Federal Reserve Actions to Support Interbank Settlement of Faster Payments.” Board of Governors of the Federal Reserve System, Washington, DC, August. Digital Currencies, Stablecoins and the Evolving Payments Landscape.” Board of Governors of the Federal Reserve System, Washington, DC, October 19. The growing challenges for monetary policy in the current international monetary and financial system." Speech delivered at the Jackson Hole Symposium, Bank of England, Jackson Hole, 23 August.
Central Bank Digital Currency and Monetary Policy.” Bank of Canada, Staff Working Paper 2018-36, July, Bank of Canada, Ottawa. Expanding Tight Money: Monetary Policy with a Central Bank Digital Currency.” Bank of England, Staff Working Paper No. 724, Bank of England, London, May. Chairman of the Board of Trustees, Group of Thirty Former Chairman, Former Governor of JPMorgan Chase International, Bank of Israel.

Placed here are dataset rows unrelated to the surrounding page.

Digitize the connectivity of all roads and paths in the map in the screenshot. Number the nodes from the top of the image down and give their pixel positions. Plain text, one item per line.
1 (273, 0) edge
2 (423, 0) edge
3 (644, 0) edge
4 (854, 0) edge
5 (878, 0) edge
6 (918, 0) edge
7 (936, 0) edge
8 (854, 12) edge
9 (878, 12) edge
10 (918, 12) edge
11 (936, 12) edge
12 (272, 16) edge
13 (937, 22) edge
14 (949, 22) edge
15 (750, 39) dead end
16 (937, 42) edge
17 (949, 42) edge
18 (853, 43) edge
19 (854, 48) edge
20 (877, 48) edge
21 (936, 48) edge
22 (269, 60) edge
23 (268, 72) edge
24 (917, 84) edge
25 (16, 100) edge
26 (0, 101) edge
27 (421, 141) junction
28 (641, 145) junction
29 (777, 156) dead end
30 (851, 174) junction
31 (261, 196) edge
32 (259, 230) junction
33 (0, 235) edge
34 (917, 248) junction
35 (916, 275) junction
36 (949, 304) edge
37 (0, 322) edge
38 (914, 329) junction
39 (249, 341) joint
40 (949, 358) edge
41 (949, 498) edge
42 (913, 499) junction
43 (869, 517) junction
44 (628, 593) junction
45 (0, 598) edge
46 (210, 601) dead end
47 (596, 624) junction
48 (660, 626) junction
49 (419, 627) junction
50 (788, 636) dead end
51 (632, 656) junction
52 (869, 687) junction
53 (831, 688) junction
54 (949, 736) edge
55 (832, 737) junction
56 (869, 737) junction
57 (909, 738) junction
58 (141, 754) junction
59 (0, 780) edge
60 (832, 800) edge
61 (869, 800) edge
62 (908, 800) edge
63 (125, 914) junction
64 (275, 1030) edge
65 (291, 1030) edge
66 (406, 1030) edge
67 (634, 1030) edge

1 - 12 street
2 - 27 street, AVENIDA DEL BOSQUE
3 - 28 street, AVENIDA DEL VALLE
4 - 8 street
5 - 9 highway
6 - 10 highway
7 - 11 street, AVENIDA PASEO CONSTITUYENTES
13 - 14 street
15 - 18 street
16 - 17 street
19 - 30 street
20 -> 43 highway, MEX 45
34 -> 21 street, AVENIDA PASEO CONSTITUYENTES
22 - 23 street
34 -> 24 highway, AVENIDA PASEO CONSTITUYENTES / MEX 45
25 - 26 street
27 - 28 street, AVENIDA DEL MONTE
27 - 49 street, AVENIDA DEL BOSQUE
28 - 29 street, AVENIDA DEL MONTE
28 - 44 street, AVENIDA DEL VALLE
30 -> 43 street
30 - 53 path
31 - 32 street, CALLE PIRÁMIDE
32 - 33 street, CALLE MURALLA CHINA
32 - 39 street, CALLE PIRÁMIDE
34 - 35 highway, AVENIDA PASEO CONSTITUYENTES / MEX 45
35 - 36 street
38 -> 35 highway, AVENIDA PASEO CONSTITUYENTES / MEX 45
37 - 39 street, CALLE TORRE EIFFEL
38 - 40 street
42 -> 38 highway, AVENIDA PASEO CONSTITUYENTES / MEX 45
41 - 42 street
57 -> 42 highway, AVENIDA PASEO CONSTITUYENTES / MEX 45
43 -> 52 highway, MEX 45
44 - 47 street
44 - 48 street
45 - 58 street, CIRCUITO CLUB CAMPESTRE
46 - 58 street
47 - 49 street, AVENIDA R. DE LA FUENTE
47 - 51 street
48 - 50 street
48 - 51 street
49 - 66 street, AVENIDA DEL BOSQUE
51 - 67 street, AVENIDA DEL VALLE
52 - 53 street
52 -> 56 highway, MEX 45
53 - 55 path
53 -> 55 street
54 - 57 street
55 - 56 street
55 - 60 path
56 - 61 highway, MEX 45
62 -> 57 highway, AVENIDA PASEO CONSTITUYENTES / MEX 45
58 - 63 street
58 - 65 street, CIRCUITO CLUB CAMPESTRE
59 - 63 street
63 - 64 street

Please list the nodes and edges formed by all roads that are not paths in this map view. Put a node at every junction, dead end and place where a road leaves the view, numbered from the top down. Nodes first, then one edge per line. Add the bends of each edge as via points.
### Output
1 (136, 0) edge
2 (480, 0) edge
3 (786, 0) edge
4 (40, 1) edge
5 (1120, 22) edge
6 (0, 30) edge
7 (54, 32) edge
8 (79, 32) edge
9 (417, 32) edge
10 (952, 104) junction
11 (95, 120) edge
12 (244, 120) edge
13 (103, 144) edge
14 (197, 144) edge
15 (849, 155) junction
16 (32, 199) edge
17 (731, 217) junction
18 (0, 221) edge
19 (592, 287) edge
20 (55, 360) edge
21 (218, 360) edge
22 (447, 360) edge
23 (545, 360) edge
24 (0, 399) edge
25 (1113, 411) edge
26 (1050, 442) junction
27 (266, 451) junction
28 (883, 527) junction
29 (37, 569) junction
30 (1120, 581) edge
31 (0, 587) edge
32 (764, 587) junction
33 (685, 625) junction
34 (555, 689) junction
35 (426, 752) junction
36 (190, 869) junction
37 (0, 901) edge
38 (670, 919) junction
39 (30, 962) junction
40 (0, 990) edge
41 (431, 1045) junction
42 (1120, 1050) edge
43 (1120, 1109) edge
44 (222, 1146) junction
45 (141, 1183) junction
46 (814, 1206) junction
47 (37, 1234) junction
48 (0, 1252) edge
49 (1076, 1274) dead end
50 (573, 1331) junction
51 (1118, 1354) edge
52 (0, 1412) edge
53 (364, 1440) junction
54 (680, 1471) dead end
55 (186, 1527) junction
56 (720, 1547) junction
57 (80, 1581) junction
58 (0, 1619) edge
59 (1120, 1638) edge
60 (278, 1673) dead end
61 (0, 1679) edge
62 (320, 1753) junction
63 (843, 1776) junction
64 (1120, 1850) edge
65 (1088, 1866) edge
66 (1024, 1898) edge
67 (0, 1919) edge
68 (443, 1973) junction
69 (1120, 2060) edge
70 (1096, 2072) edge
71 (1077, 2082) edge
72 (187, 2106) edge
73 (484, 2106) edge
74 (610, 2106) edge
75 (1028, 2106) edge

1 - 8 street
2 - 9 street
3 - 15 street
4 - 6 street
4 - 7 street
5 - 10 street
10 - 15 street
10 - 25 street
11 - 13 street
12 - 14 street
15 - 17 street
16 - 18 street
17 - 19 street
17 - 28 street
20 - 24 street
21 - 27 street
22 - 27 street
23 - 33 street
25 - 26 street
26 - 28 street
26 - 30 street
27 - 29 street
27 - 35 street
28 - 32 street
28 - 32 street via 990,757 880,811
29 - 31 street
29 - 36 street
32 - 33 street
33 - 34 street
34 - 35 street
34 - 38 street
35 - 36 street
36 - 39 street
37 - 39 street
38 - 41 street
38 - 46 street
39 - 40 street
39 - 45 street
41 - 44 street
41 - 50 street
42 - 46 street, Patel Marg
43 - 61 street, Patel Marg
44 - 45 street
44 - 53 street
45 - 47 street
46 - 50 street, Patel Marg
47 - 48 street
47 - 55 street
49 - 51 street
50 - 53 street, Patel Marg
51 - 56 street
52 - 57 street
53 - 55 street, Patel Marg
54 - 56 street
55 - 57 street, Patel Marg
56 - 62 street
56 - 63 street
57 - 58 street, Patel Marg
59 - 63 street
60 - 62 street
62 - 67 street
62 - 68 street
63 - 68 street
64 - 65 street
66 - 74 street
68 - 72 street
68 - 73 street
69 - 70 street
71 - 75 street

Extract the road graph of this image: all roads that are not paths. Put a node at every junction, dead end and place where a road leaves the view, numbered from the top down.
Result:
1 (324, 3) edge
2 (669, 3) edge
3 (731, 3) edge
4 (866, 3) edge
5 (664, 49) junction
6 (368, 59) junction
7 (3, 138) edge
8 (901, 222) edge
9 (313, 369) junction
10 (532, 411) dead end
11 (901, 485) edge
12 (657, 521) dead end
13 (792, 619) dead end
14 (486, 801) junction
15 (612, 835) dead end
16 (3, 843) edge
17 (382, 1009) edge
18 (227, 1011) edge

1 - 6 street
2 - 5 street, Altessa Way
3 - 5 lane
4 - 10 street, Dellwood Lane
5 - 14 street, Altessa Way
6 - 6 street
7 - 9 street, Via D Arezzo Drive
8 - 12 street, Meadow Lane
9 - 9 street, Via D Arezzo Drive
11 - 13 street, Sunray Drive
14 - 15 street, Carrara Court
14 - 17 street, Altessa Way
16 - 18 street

Senior Research Fellow at the Griswold Center for Economic Policy Studies, Princeton University Former President, Federal Reserve Bank of New York Former Partner and Managing Director. Former Chairman of the Board, BM&F-Bovespa Former Governor, Banco Central do Brasil Timothy F. Former Secretary of the Treasury, Former President of the United States, Federal Reserve Bank of New York Gerd Häusler.
Distinguished Service Professor of Finance, Chicago Booth School of Business Former Governor, Reserve Bank of India. Senior Fellow and former Chairman of the Board, Institute for New Economic Thinking Member of the House of Lords, United Kingdom Former Chairman, Financial Services Authority Kevin M. Professor, Warsaw School of Economics Former President, National Bank of Poland Former Deputy Prime Minister And .
President, China Society for Finance and Banking Former Governor, People's Bank of China Former President, China Construction Bank. Former President, Morgan Stanley International Former COO, Federal Reserve Bank of New York Guillermo de la Dehesa.